I’ve recently been writing Gentoo ebuilds (interestingly enough, not being a Gentoo user myself) and faced the follwing problem: “How to distinguish between a package upgrade and a package removal from within the package?”
Gentoo has only a standard set of “hooks” that get called during package installation (related to install and uninstall, but not to upgade). The upgrade stage P1 -> P2 is performed as follows:
- P2.configure/compile/install
- P1.prerm()
- remove files from P1 that are not in P2
- P1.postrm()
This works fine for simple file replacement tasks, which are handled automatically. However, there are situations where you want something more sophisticated:
- preinst/postinst: configure the system to use the package (services, system variables, etc).
- prerm/postrm: remove the remnants of system configuration when the package is deleted.

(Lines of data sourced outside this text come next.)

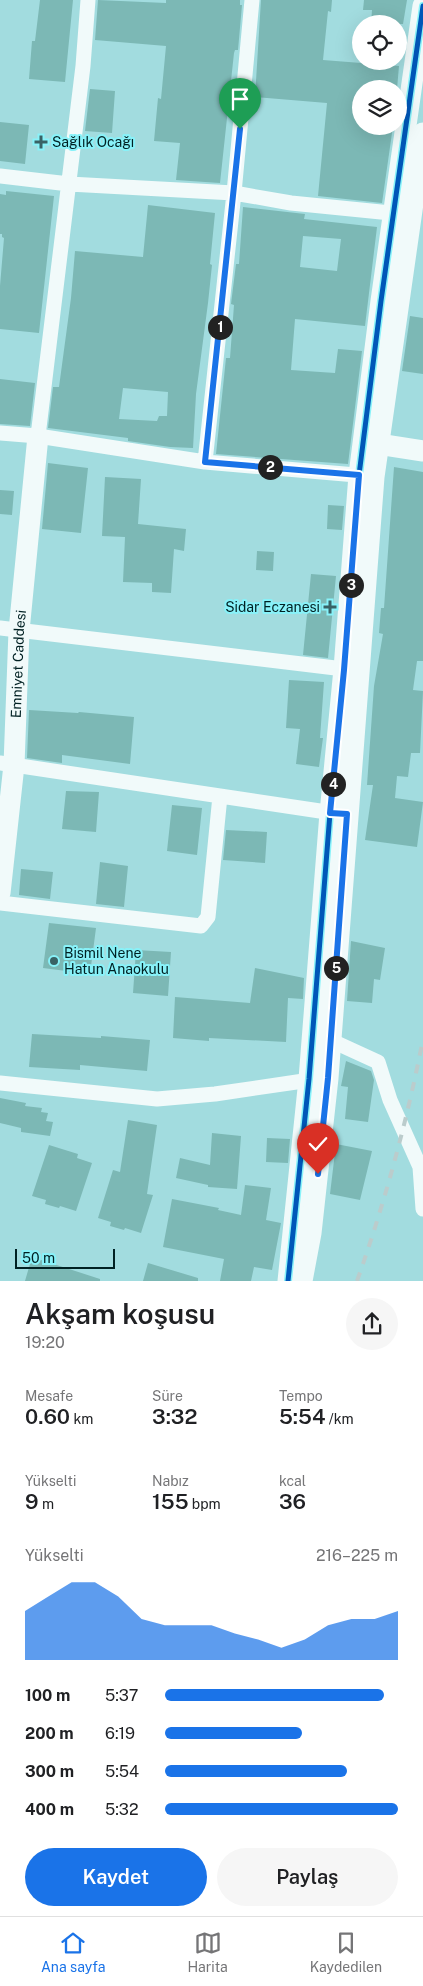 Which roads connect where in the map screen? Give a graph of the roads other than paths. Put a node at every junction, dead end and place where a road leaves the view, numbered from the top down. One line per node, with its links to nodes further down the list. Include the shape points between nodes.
1 (88, 0): 6 (street, via 84,66)
2 (252, 0): 7 (street)
3 (423, 6): 8 (street)
4 (423, 133): 8 (street)
5 (0, 176): 6 (street)
6 (69, 184): 7 (street); 10 (street)
7 (234, 193): 8 (street, via 291,203); 13 (street)
8 (403, 214): 11 (street); 14 (street, via 381,301)
9 (0, 433): 10 (street)
10 (38, 436): 13 (street); 15 (street, Emniyet Caddesi)
11 (378, 444): 12 (street); 14 (street)
12 (423, 451)
13 (205, 462): 14 (street)
14 (366, 476): 16 (street); 19 (street)
15 (10, 630): 16 (street); 17 (street, Emniyet Caddesi)
16 (344, 670): 19 (street)
17 (7, 764): 18 (street); 20 (street, Emniyet Caddesi)
18 (220, 796): 19 (street); 21 (street, via 208,917 201,926)
19 (339, 814): 22 (street); 23 (street)
20 (0, 893)
21 (0, 903)
22 (330, 1040): 23 (street); 25 (street, via 378,1062 390,1100)
23 (319, 1079): 24 (street, via 157,1099); 27 (street); 28 (street, via 311,1233)
24 (0, 1083)
25 (422, 1167): 26 (street)
26 (423, 1209)
27 (288, 1281)
28 (302, 1281) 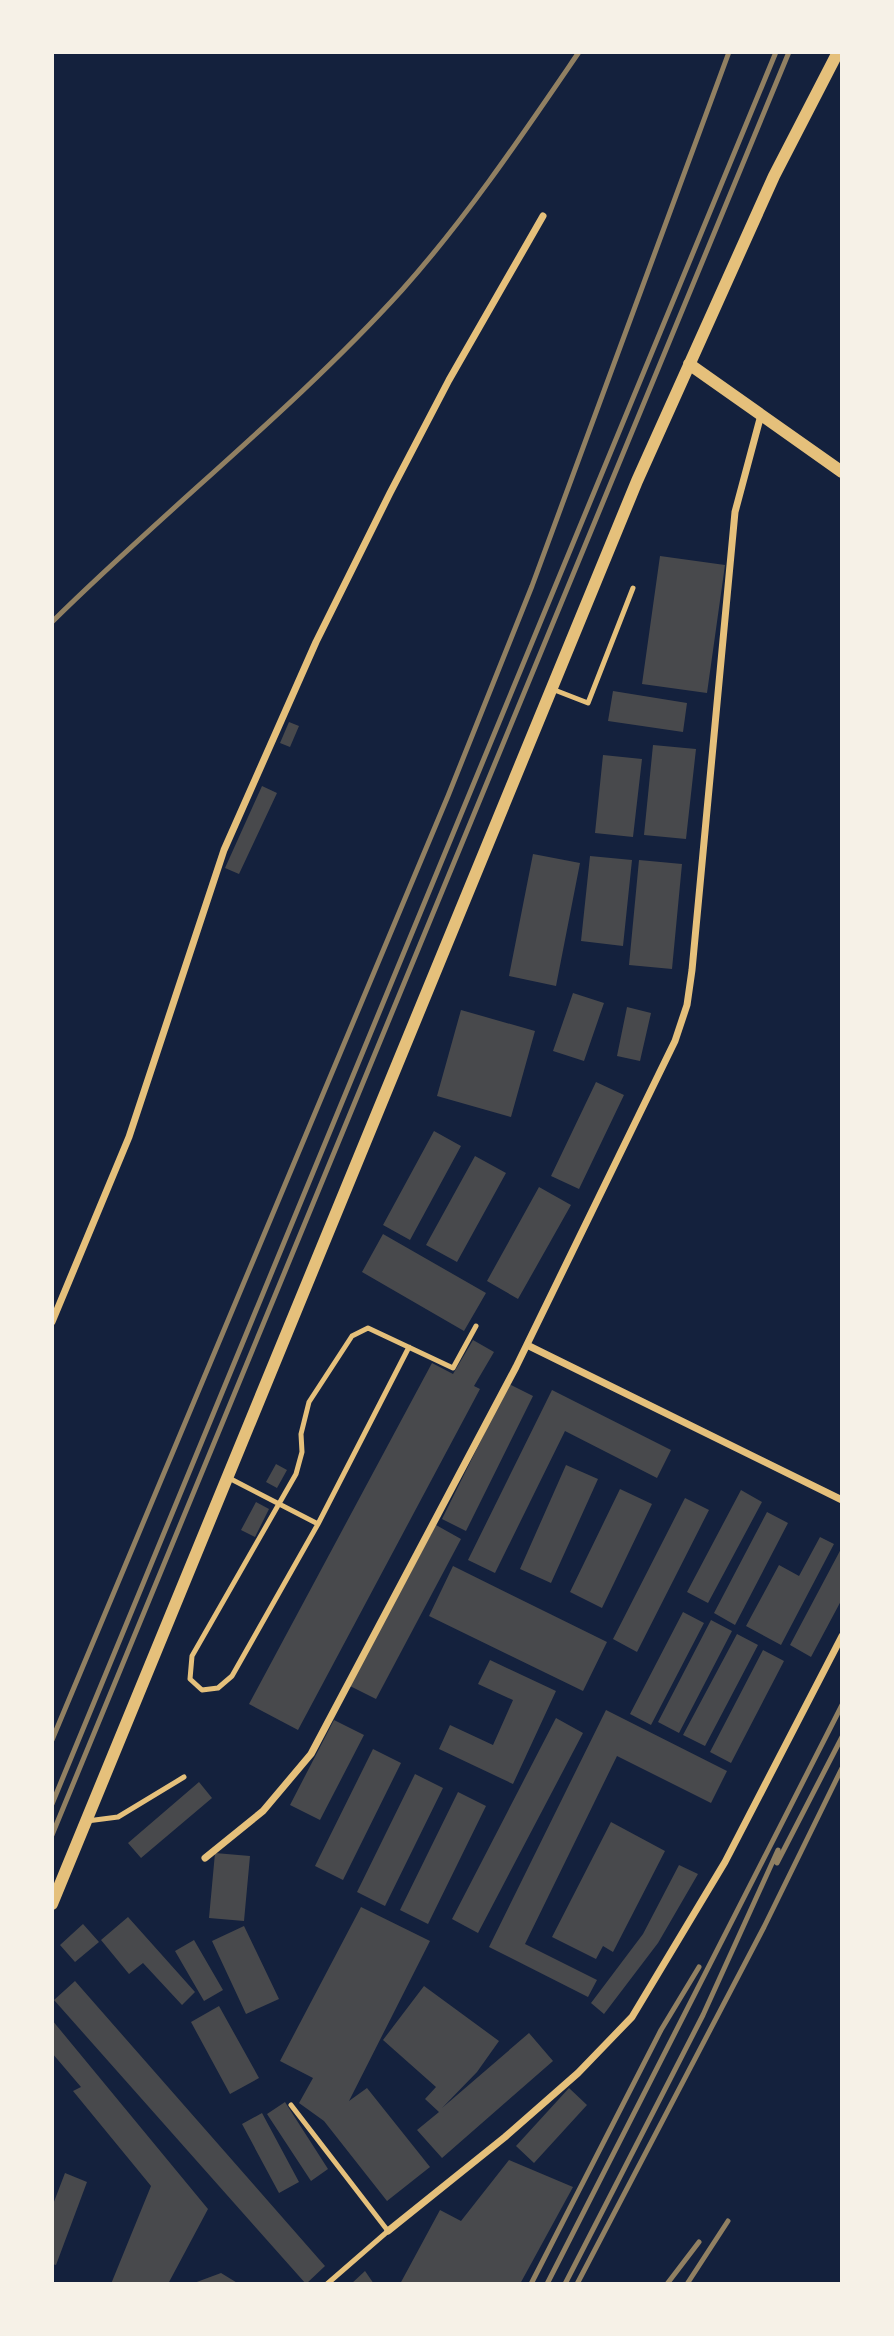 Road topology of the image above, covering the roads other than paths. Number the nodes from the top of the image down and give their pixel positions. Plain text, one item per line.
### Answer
1 (838, 52) edge
2 (543, 216) dead end
3 (689, 365) junction
4 (762, 414) junction
5 (842, 472) edge
6 (633, 588) dead end
7 (552, 689) junction
8 (52, 1322) edge
9 (476, 1326) dead end
10 (527, 1345) junction
11 (409, 1347) junction
12 (227, 1477) junction
13 (842, 1500) edge
14 (281, 1505) junction
15 (318, 1524) junction
16 (842, 1636) edge
17 (184, 1777) dead end
18 (87, 1821) junction
19 (205, 1858) dead end
20 (52, 1905) edge
21 (291, 2105) dead end
22 (388, 2231) junction
23 (327, 2284) edge

1 - 3 street
2 - 8 street
3 - 4 street
3 - 7 street
4 - 5 street
4 - 10 street
6 - 7 lane
7 - 12 street
9 - 11 lane
10 - 13 street
10 - 19 street
11 - 14 lane
11 - 15 lane
12 - 14 lane
12 - 18 street
14 - 15 lane
14 - 15 lane
16 - 22 street
17 - 18 lane
18 - 20 street
21 - 22 lane
22 - 23 lane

For this to work, package P1 needs to know if it’s being upgraded and removed (no system conf. needed). Simiarly, P2 needs to know if P1 exists and the system has already been configured (so that the configuration is not removed on update). To make things even more difficult, a package can be upgraded, downgraded or reinstalled (for reinstall rm not called). After a bit of experimenting and scratching my head, here’s what I came up with:
#detecting upgrades while installing
pkg_preinst () {
has_version “<${PF}” && UPGRADE=1 || UPGRADE=0
has_version “>${PF}” && DOWNGRADE=1 || DOWNGRADE=0
has_version “=${PF}” && REINSTALL=1 || REINSTALL=0
#now in the preinst or postinst code we can
#perform different actions depending on the variables set
}
#detecting upgrades while removing
pkg_prerm () {
has_version “>${PF}” && UPGRADE=1 || UPGRADE=0
has_version “<${PF}” && DOWNGRADE=1 || DOWNGRADE=0
[ -n -${A} ] && REINSTALL=1 || REINSTALL=0
#perform different actions depending on the variables set
#(either here or in posrm – the variables have to be be set right here
}
I wonder whether there’s abetter solution to this problem?